On Wed, Sep 21, 2011 at 5:19 PM, Vincent Hanquez
Also, it seems that cryptohash's Skein is currently broken. The skein package comes with the "golden" KATs sent by the Skein team to the NIST, and passes everything. OTOH, cryptohash's Skein256/Skein512 do not agree with skein's Skein_256_256/Skein_512_512. I've attached a test suite that quickchecks if both implementations give the same answer. My hunch is that you are using the wrong constants, because the first test case (the empty string) already fails:
oops darn, thanks for reporting. i'll have a look at that ASAP; It used to work in the past, and i've copied some expected values from the original implementation in my small unit tests (which still pass :-/ ), so i'm a bit puzzle here.

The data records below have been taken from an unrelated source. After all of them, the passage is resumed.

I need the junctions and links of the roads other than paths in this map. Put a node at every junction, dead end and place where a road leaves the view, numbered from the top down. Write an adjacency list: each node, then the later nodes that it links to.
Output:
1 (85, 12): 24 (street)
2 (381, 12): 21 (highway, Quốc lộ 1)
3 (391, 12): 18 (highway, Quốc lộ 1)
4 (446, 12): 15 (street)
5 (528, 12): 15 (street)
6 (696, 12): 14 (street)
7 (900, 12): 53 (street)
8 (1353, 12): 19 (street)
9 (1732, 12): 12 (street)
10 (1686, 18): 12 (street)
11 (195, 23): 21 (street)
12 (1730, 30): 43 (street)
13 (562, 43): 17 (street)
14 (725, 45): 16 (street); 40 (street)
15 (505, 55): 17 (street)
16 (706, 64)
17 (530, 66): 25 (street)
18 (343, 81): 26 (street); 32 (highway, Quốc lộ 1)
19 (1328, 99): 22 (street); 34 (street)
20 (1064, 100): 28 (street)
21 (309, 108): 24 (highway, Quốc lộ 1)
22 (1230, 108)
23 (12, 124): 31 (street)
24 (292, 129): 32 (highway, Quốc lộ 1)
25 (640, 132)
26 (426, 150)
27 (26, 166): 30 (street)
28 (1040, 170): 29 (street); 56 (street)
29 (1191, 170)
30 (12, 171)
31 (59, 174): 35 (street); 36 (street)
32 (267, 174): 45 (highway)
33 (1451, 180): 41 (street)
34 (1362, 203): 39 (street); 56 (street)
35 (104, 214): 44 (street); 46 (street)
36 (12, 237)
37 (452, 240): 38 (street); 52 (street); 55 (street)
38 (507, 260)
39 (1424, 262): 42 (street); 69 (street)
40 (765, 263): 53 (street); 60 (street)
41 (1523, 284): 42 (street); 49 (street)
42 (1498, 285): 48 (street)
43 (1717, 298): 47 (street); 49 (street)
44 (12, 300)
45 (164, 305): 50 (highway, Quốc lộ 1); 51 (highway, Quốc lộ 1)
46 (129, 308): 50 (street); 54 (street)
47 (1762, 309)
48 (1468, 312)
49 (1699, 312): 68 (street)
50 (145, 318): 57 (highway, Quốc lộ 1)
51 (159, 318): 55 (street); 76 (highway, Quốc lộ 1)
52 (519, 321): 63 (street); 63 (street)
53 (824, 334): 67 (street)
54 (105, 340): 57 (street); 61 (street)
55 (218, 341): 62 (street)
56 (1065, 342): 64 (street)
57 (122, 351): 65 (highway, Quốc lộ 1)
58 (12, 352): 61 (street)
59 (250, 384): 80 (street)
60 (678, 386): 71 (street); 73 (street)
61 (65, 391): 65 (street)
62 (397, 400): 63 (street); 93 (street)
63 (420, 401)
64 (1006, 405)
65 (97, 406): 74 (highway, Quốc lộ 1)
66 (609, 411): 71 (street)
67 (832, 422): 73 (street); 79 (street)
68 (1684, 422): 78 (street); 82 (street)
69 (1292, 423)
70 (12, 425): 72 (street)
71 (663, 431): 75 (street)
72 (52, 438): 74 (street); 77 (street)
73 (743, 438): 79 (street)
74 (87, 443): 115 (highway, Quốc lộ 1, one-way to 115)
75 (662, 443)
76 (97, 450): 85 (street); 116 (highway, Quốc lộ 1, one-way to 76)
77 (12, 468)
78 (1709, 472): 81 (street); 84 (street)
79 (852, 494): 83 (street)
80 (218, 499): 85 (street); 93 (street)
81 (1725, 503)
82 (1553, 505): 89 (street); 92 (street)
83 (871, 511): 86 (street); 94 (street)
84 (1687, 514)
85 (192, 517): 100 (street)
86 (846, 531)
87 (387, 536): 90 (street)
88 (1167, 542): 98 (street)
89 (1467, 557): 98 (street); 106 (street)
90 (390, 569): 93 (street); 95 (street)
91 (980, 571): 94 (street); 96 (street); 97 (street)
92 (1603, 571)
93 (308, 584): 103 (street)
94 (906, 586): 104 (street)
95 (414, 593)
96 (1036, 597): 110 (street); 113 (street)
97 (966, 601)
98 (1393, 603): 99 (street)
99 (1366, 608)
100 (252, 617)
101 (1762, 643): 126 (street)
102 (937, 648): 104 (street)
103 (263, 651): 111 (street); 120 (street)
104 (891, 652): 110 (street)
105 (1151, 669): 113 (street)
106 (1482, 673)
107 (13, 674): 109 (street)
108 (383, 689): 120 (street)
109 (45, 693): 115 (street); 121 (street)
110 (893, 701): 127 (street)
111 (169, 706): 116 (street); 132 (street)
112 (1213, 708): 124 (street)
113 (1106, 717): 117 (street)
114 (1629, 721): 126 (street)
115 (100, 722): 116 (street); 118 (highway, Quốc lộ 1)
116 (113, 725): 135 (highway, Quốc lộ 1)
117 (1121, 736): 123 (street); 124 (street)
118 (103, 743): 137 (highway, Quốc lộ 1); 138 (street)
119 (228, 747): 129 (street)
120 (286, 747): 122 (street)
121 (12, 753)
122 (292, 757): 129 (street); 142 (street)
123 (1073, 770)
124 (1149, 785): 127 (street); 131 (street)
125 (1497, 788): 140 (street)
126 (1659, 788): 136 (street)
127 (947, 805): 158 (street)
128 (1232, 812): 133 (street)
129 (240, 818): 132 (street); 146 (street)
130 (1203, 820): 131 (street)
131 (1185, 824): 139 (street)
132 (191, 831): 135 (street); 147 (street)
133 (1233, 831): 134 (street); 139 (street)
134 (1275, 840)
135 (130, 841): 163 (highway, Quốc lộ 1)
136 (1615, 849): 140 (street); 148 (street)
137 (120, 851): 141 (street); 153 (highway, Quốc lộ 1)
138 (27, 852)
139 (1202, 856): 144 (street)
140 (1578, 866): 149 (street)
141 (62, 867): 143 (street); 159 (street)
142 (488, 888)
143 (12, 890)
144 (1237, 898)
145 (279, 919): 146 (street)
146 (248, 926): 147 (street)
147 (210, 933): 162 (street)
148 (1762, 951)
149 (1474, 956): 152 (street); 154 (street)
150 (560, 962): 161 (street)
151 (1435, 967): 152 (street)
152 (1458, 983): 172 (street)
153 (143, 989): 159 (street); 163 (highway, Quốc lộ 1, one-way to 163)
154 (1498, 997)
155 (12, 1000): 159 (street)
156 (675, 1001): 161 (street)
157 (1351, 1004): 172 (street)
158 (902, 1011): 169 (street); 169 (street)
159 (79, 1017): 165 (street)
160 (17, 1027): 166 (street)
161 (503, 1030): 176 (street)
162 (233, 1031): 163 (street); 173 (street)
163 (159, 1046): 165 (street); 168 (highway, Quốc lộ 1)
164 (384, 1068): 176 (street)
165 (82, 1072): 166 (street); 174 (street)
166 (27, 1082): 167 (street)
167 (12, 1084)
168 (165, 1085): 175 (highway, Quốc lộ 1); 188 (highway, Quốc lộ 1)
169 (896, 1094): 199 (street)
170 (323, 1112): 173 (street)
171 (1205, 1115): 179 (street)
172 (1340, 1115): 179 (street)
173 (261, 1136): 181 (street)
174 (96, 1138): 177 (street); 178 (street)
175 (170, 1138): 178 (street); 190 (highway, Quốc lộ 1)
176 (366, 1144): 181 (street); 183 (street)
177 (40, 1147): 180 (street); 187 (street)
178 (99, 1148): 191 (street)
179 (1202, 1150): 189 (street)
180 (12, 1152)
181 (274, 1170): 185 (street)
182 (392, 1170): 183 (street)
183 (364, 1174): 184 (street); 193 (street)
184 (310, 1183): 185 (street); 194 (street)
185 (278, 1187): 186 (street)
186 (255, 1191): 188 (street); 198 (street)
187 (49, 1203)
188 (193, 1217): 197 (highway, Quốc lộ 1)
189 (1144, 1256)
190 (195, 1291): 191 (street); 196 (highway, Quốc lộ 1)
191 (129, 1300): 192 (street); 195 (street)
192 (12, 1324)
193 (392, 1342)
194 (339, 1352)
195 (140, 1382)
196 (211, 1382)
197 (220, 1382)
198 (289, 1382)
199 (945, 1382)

Perhaps you have implemented some old version of Skein? I know they have changed the constants some times in the past. Alas, their paper (I have "skein1.3.pdf", is there an updated version?) actually has wrong test vectors. For example, they say that for "B.pack [0xFF]" the result should be "B.pack [0x0B, 0x98, 0xDC, ..., 0xD2]", while their own KAT says that the result should be "B.pack [0xA4, 0x7B, 0xE7, ..., 0x91]". Unfortunately, for the same input cryptohash's Skein256 says that the result should be "B.pack [0x42, 0xC8, 0x82, ..., 0xE8]" which is different from both =). I assume that the KATs included in the skein package have the "correct" results since those KATs were given to the NIST. Cheers, =) -- Felipe.